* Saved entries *
######
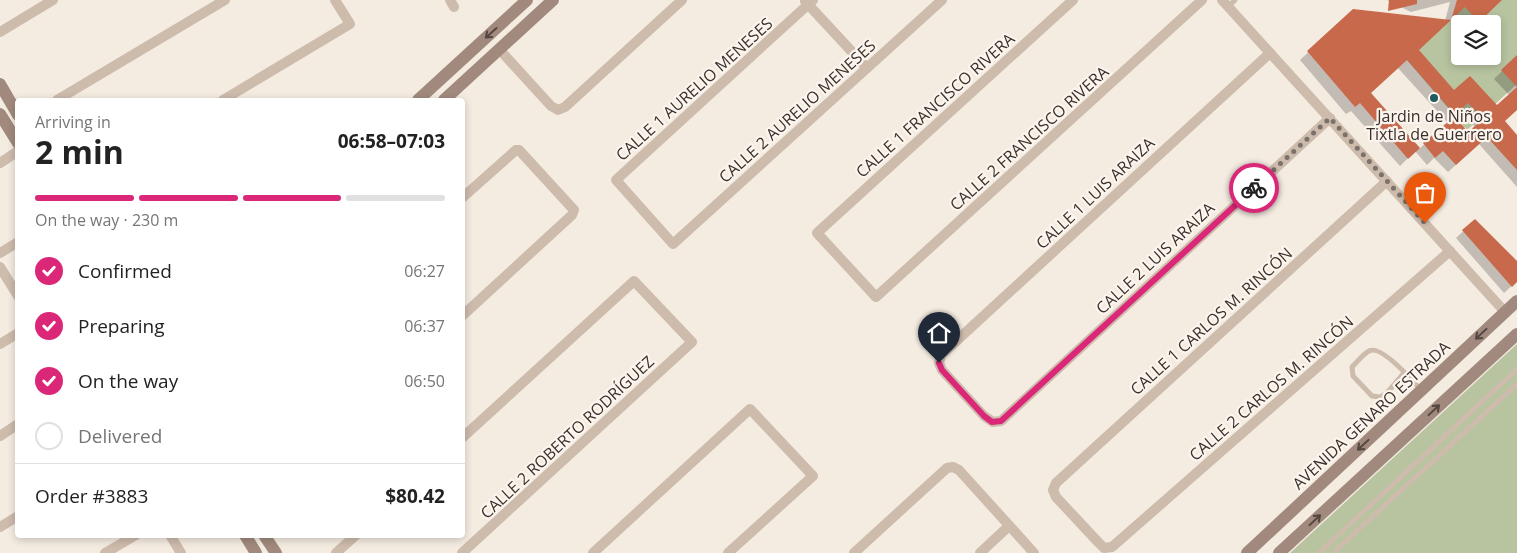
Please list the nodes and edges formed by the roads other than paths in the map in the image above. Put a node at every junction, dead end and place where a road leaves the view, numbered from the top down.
1 (53, 0) edge
2 (225, 0) edge
3 (335, 0) edge
4 (527, 0) edge
5 (552, 0) edge
6 (682, 0) edge
7 (942, 0) edge
8 (1073, 0) edge
9 (1202, 0) edge
10 (809, 1) edge
11 (1228, 2) edge
12 (0, 32) edge
13 (499, 49) junction
14 (1270, 52) junction
15 (867, 68) junction
16 (0, 84) edge
17 (59, 98) edge
18 (226, 98) edge
19 (420, 98) edge
20 (446, 98) edge
21 (15, 110) edge
22 (0, 114) edge
23 (1330, 118) junction
24 (15, 138) edge
25 (15, 153) edge
26 (0, 163) edge
27 (1387, 181) junction
28 (465, 195) edge
29 (15, 244) edge
30 (673, 244) joint
31 (1450, 251) junction
32 (0, 253) edge
33 (0, 267) edge
34 (15, 291) edge
35 (876, 297) joint
36 (1517, 301) edge
37 (1505, 312) junction
38 (465, 313) edge
39 (1517, 334) edge
40 (15, 335) edge
41 (0, 344) edge
42 (1517, 368) edge
43 (1404, 373) junction
44 (1517, 384) edge
45 (1421, 390) junction
46 (1001, 421) joint
47 (15, 426) edge
48 (465, 435) edge
49 (0, 436) edge
50 (15, 518) edge
51 (1009, 526) junction
52 (0, 527) edge
53 (131, 538) edge
54 (172, 538) edge
55 (247, 538) edge
56 (266, 538) edge
57 (353, 538) edge
58 (1112, 548) joint
59 (105, 553) edge
60 (181, 553) edge
61 (255, 553) edge
62 (276, 553) edge
63 (336, 553) edge
64 (462, 553) edge
65 (593, 553) edge
66 (728, 553) edge
67 (854, 553) edge
68 (980, 553) edge
69 (1034, 553) edge
70 (1247, 553) edge
71 (1279, 553) edge
72 (1319, 553) edge
73 (1333, 553) edge

1 - 12 street
2 - 17 street
3 - 18 street
4 -> 19 street
5 - 13 street
6 - 13 street
7 - 15 street, CALLE 2 AURELIO MENESES
8 - 35 street, CALLE 1 FRANCISCO RIVERA
9 - 35 street, CALLE 2 FRANCISCO RIVERA
10 - 15 street
10 - 30 street, CALLE 1 AURELIO MENESES
11 - 14 street
13 - 20 street
14 - 23 street
14 - 46 street, CALLE 1 LUIS ARAIZA
15 - 30 street, CALLE 2 AURELIO MENESES
16 - 21 street
22 - 24 street
23 - 27 street
23 - 46 street, CALLE 2 LUIS ARAIZA
25 - 26 street
27 - 31 street
27 - 58 street, CALLE 1 CARLOS M. RINCÓN
28 - 38 street
29 - 32 street
31 - 37 street
31 - 58 street, CALLE 2 CARLOS M. RINCÓN
33 - 34 street
36 - 37 street, AVENIDA GENARO ESTRADA
37 -> 45 street, AVENIDA GENARO ESTRADA
71 -> 39 street
40 - 41 street
42 - 72 lane
43 - 43 lane
43 - 45 lane
44 - 73 lane
45 -> 70 street, AVENIDA GENARO ESTRADA
47 - 49 street
48 - 64 street, CALLE 2 ROBERTO RODRÍGUEZ
50 - 52 street
51 - 67 street
51 - 68 street
51 - 69 street
53 - 59 street
54 - 60 street
55 - 61 street
56 - 62 street
57 - 63 street
65 - 66 street

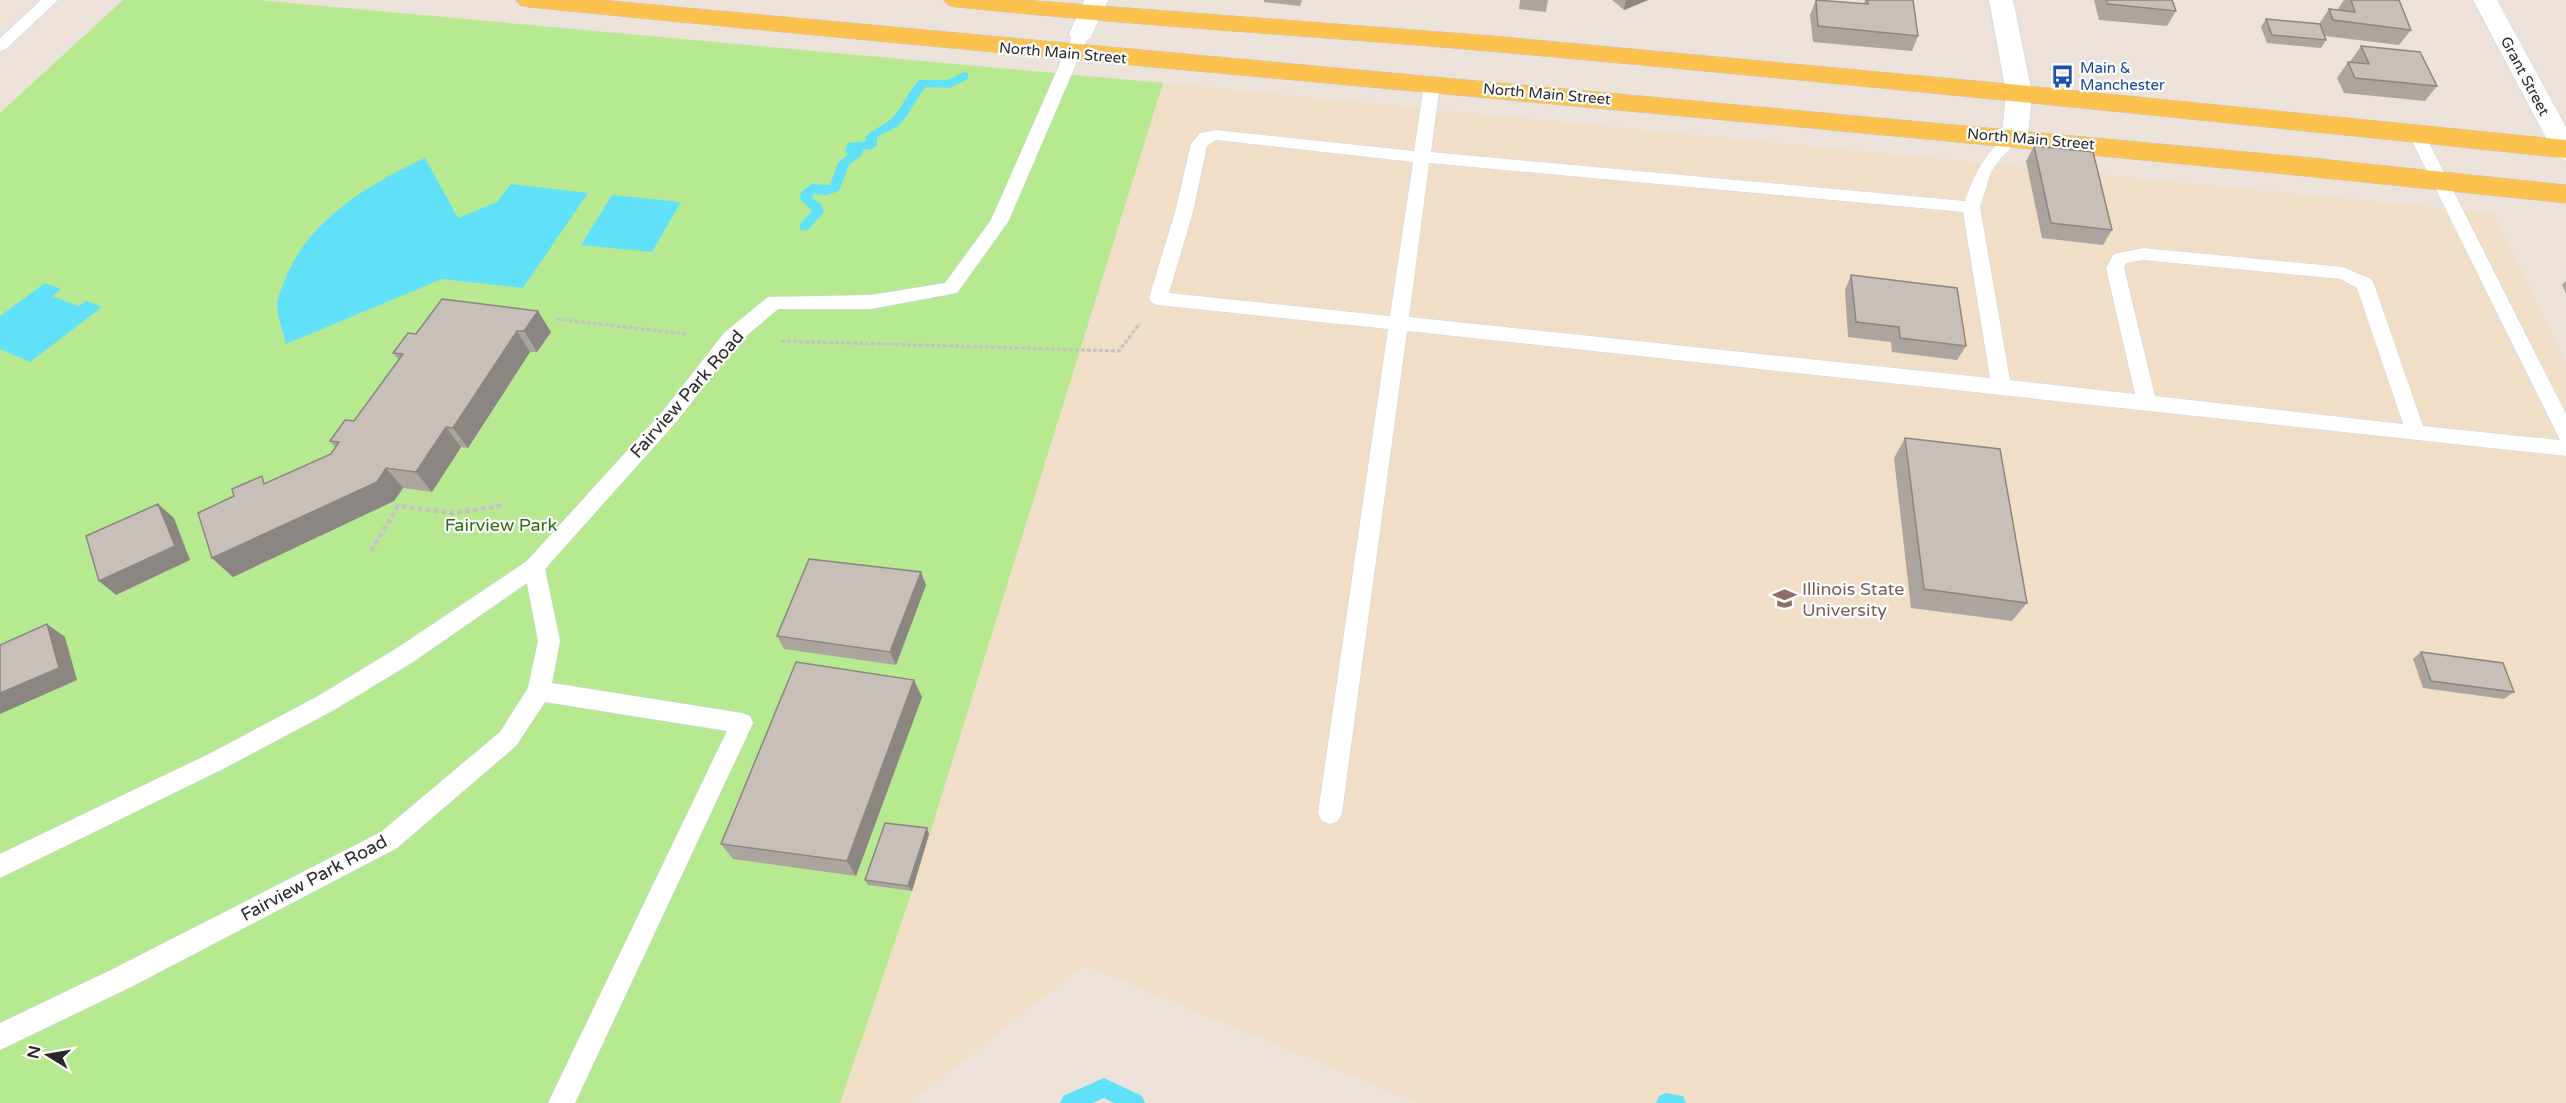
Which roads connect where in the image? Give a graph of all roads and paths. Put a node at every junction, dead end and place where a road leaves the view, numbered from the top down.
1 (50, 0) edge
2 (528, 0) edge
3 (956, 0) edge
4 (2001, 0) edge
5 (2485, 0) edge
6 (1085, 25) edge
7 (0, 46) edge
8 (1432, 84) junction
9 (2019, 93) junction
10 (2417, 135) junction
11 (2015, 136) junction
12 (2566, 150) edge
13 (1421, 157) junction
14 (2440, 180) junction
15 (2566, 194) edge
16 (1971, 207) junction
17 (1158, 298) junction
18 (557, 319) dead end
19 (1398, 323) junction
20 (686, 334) dead end
21 (780, 341) dead end
22 (2001, 386) junction
23 (2147, 403) junction
24 (2415, 433) junction
25 (2566, 434) edge
26 (2566, 448) edge
27 (501, 506) dead end
28 (371, 551) dead end
29 (534, 567) junction
30 (539, 691) junction
31 (1330, 813) dead end
32 (0, 866) edge
33 (0, 1037) edge
34 (561, 1103) edge

1 - 7 lane
2 - 6 main road, North Main Street
3 - 6 main road, North Main Street
4 - 9 street
5 - 12 street, Grant Street
6 - 8 main road, North Main Street
6 - 9 main road, North Main Street
6 - 29 lane, Fairview Park Road
8 - 11 main road, North Main Street
8 - 13 lane
9 - 10 main road, North Main Street
9 - 11 street
10 - 12 main road, North Main Street
10 - 14 lane
11 - 14 main road, North Main Street
11 - 16 lane
13 - 16 lane
13 - 17 lane
13 - 19 lane
14 - 15 main road, North Main Street
14 - 25 lane
16 - 22 lane
17 - 19 lane
17 - 21 path
18 - 20 path
19 - 22 lane
19 - 31 lane
22 - 23 lane
23 - 24 lane
23 - 24 lane
24 - 26 lane
27 - 28 path
29 - 30 lane, Fairview Park Road
29 - 32 lane, Fairview Park Road
30 - 33 lane, Fairview Park Road
30 - 34 lane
######
* WHAT TO WORK ON *
Write out every line above exactly, minus images.

* RESPONSE BELOW *
Please list the nodes and edges formed by the roads other than paths in the map in the image above. Put a node at every junction, dead end and place where a road leaves the view, numbered from the top down.
1 (53, 0) edge
2 (225, 0) edge
3 (335, 0) edge
4 (527, 0) edge
5 (552, 0) edge
6 (682, 0) edge
7 (942, 0) edge
8 (1073, 0) edge
9 (1202, 0) edge
10 (809, 1) edge
11 (1228, 2) edge
12 (0, 32) edge
13 (499, 49) junction
14 (1270, 52) junction
15 (867, 68) junction
16 (0, 84) edge
17 (59, 98) edge
18 (226, 98) edge
19 (420, 98) edge
20 (446, 98) edge
21 (15, 110) edge
22 (0, 114) edge
23 (1330, 118) junction
24 (15, 138) edge
25 (15, 153) edge
26 (0, 163) edge
27 (1387, 181) junction
28 (465, 195) edge
29 (15, 244) edge
30 (673, 244) joint
31 (1450, 251) junction
32 (0, 253) edge
33 (0, 267) edge
34 (15, 291) edge
35 (876, 297) joint
36 (1517, 301) edge
37 (1505, 312) junction
38 (465, 313) edge
39 (1517, 334) edge
40 (15, 335) edge
41 (0, 344) edge
42 (1517, 368) edge
43 (1404, 373) junction
44 (1517, 384) edge
45 (1421, 390) junction
46 (1001, 421) joint
47 (15, 426) edge
48 (465, 435) edge
49 (0, 436) edge
50 (15, 518) edge
51 (1009, 526) junction
52 (0, 527) edge
53 (131, 538) edge
54 (172, 538) edge
55 (247, 538) edge
56 (266, 538) edge
57 (353, 538) edge
58 (1112, 548) joint
59 (105, 553) edge
60 (181, 553) edge
61 (255, 553) edge
62 (276, 553) edge
63 (336, 553) edge
64 (462, 553) edge
65 (593, 553) edge
66 (728, 553) edge
67 (854, 553) edge
68 (980, 553) edge
69 (1034, 553) edge
70 (1247, 553) edge
71 (1279, 553) edge
72 (1319, 553) edge
73 (1333, 553) edge

1 - 12 street
2 - 17 street
3 - 18 street
4 -> 19 street
5 - 13 street
6 - 13 street
7 - 15 street, CALLE 2 AURELIO MENESES
8 - 35 street, CALLE 1 FRANCISCO RIVERA
9 - 35 street, CALLE 2 FRANCISCO RIVERA
10 - 15 street
10 - 30 street, CALLE 1 AURELIO MENESES
11 - 14 street
13 - 20 street
14 - 23 street
14 - 46 street, CALLE 1 LUIS ARAIZA
15 - 30 street, CALLE 2 AURELIO MENESES
16 - 21 street
22 - 24 street
23 - 27 street
23 - 46 street, CALLE 2 LUIS ARAIZA
25 - 26 street
27 - 31 street
27 - 58 street, CALLE 1 CARLOS M. RINCÓN
28 - 38 street
29 - 32 street
31 - 37 street
31 - 58 street, CALLE 2 CARLOS M. RINCÓN
33 - 34 street
36 - 37 street, AVENIDA GENARO ESTRADA
37 -> 45 street, AVENIDA GENARO ESTRADA
71 -> 39 street
40 - 41 street
42 - 72 lane
43 - 43 lane
43 - 45 lane
44 - 73 lane
45 -> 70 street, AVENIDA GENARO ESTRADA
47 - 49 street
48 - 64 street, CALLE 2 ROBERTO RODRÍGUEZ
50 - 52 street
51 - 67 street
51 - 68 street
51 - 69 street
53 - 59 street
54 - 60 street
55 - 61 street
56 - 62 street
57 - 63 street
65 - 66 street

Which roads connect where in the image? Give a graph of all roads and paths. Put a node at every junction, dead end and place where a road leaves the view, numbered from the top down.
1 (50, 0) edge
2 (528, 0) edge
3 (956, 0) edge
4 (2001, 0) edge
5 (2485, 0) edge
6 (1085, 25) edge
7 (0, 46) edge
8 (1432, 84) junction
9 (2019, 93) junction
10 (2417, 135) junction
11 (2015, 136) junction
12 (2566, 150) edge
13 (1421, 157) junction
14 (2440, 180) junction
15 (2566, 194) edge
16 (1971, 207) junction
17 (1158, 298) junction
18 (557, 319) dead end
19 (1398, 323) junction
20 (686, 334) dead end
21 (780, 341) dead end
22 (2001, 386) junction
23 (2147, 403) junction
24 (2415, 433) junction
25 (2566, 434) edge
26 (2566, 448) edge
27 (501, 506) dead end
28 (371, 551) dead end
29 (534, 567) junction
30 (539, 691) junction
31 (1330, 813) dead end
32 (0, 866) edge
33 (0, 1037) edge
34 (561, 1103) edge

1 - 7 lane
2 - 6 main road, North Main Street
3 - 6 main road, North Main Street
4 - 9 street
5 - 12 street, Grant Street
6 - 8 main road, North Main Street
6 - 9 main road, North Main Street
6 - 29 lane, Fairview Park Road
8 - 11 main road, North Main Street
8 - 13 lane
9 - 10 main road, North Main Street
9 - 11 street
10 - 12 main road, North Main Street
10 - 14 lane
11 - 14 main road, North Main Street
11 - 16 lane
13 - 16 lane
13 - 17 lane
13 - 19 lane
14 - 15 main road, North Main Street
14 - 25 lane
16 - 22 lane
17 - 19 lane
17 - 21 path
18 - 20 path
19 - 22 lane
19 - 31 lane
22 - 23 lane
23 - 24 lane
23 - 24 lane
24 - 26 lane
27 - 28 path
29 - 30 lane, Fairview Park Road
29 - 32 lane, Fairview Park Road
30 - 33 lane, Fairview Park Road
30 - 34 lane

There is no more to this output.